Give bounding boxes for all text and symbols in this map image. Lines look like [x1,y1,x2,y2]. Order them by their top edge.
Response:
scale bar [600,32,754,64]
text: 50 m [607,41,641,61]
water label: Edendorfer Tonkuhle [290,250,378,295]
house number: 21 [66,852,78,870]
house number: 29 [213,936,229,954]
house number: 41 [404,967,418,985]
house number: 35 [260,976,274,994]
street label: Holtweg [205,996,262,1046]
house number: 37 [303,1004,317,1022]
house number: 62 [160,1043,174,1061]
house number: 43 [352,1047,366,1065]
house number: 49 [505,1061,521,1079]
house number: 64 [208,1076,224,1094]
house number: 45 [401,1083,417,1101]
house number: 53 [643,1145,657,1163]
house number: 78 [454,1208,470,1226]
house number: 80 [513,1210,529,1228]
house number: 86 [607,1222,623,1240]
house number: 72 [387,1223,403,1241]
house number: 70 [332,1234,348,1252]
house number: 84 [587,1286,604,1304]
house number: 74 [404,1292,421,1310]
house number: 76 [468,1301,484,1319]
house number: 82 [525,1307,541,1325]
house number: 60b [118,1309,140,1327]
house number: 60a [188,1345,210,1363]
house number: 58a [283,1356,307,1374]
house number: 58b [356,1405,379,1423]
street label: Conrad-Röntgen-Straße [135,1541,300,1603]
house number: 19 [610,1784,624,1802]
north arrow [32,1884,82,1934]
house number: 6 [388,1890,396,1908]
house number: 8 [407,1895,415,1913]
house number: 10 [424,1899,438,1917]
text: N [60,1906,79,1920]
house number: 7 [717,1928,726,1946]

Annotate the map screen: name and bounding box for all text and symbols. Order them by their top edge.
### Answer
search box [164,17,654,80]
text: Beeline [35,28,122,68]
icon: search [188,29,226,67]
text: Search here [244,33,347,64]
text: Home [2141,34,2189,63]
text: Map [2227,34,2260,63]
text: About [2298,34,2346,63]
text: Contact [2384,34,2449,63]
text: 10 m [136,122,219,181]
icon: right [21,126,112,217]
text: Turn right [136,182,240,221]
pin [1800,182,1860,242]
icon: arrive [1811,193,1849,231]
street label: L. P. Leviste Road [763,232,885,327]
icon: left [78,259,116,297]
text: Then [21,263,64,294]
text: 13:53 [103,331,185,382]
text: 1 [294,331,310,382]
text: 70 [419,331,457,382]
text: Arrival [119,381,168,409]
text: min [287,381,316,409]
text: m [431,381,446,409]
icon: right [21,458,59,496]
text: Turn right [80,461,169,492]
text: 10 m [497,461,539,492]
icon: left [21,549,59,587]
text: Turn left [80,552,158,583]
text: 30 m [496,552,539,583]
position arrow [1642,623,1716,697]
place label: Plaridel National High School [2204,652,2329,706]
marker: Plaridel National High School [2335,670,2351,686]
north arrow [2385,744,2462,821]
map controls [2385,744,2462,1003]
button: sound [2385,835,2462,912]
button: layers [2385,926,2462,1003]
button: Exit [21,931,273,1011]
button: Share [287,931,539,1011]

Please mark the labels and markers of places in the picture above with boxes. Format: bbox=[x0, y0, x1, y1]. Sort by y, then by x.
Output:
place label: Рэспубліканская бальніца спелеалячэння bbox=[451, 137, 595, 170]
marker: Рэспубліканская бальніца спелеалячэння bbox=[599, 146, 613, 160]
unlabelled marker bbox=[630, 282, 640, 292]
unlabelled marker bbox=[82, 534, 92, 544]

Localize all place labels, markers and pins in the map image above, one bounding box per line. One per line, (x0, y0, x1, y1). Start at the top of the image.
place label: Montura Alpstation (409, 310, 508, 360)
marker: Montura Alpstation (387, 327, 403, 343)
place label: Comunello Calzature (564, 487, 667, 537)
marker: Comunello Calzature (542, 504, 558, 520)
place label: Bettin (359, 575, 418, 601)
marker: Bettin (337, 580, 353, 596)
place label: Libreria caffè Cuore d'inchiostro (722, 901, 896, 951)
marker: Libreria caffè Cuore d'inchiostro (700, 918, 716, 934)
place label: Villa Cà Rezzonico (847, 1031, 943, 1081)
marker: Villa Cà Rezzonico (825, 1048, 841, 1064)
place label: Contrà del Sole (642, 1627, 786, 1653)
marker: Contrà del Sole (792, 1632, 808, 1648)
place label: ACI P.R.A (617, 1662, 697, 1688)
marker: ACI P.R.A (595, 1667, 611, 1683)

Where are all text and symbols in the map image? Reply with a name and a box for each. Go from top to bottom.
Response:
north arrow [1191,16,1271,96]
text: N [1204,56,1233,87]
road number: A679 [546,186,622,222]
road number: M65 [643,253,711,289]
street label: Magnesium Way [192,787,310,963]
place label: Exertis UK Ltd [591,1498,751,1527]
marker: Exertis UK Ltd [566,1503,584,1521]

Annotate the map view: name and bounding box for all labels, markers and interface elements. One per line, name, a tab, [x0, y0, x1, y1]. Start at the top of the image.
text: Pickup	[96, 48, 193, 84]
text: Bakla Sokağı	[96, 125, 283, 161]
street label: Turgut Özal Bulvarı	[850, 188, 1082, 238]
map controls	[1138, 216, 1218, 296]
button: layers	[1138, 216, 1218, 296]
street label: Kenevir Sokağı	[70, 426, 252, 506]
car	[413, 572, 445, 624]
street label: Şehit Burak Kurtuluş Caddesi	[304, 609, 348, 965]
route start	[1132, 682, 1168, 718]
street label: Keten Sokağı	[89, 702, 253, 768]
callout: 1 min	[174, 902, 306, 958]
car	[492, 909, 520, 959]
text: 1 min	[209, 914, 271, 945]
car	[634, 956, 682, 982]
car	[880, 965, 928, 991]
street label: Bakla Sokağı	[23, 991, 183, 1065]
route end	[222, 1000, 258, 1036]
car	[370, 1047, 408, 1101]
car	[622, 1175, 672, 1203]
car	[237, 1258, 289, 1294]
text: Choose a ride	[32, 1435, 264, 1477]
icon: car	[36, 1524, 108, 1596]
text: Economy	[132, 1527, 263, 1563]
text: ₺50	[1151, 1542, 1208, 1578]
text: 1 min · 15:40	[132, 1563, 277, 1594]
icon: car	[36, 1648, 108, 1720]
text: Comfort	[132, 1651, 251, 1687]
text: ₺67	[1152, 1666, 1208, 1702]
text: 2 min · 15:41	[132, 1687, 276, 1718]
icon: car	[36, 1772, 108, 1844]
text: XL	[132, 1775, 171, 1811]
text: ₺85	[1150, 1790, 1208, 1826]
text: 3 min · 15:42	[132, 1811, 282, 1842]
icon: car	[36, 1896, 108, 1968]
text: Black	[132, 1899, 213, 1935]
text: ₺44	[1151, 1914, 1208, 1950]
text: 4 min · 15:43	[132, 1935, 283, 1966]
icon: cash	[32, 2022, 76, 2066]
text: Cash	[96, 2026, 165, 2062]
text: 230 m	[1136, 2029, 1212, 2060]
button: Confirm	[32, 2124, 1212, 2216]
========================================
- [Directions]: Return exactly the lines from the beginning of the data above through the one containing "Annotate the map screen: name", please. Include both end lines and add nothing else.

- [Response to this task]:
Give bounding boxes for all text and symbols in this map image. Lines look like [x1,y1,x2,y2]. Order them by their top edge.
Response:
scale bar [600,32,754,64]
text: 50 m [607,41,641,61]
water label: Edendorfer Tonkuhle [290,250,378,295]
house number: 21 [66,852,78,870]
house number: 29 [213,936,229,954]
house number: 41 [404,967,418,985]
house number: 35 [260,976,274,994]
street label: Holtweg [205,996,262,1046]
house number: 37 [303,1004,317,1022]
house number: 62 [160,1043,174,1061]
house number: 43 [352,1047,366,1065]
house number: 49 [505,1061,521,1079]
house number: 64 [208,1076,224,1094]
house number: 45 [401,1083,417,1101]
house number: 53 [643,1145,657,1163]
house number: 78 [454,1208,470,1226]
house number: 80 [513,1210,529,1228]
house number: 86 [607,1222,623,1240]
house number: 72 [387,1223,403,1241]
house number: 70 [332,1234,348,1252]
house number: 84 [587,1286,604,1304]
house number: 74 [404,1292,421,1310]
house number: 76 [468,1301,484,1319]
house number: 82 [525,1307,541,1325]
house number: 60b [118,1309,140,1327]
house number: 60a [188,1345,210,1363]
house number: 58a [283,1356,307,1374]
house number: 58b [356,1405,379,1423]
street label: Conrad-Röntgen-Straße [135,1541,300,1603]
house number: 19 [610,1784,624,1802]
north arrow [32,1884,82,1934]
house number: 6 [388,1890,396,1908]
house number: 8 [407,1895,415,1913]
house number: 10 [424,1899,438,1917]
text: N [60,1906,79,1920]
house number: 7 [717,1928,726,1946]

Annotate the map screen: name and bounding box for all text and symbols. Order them by their top edge.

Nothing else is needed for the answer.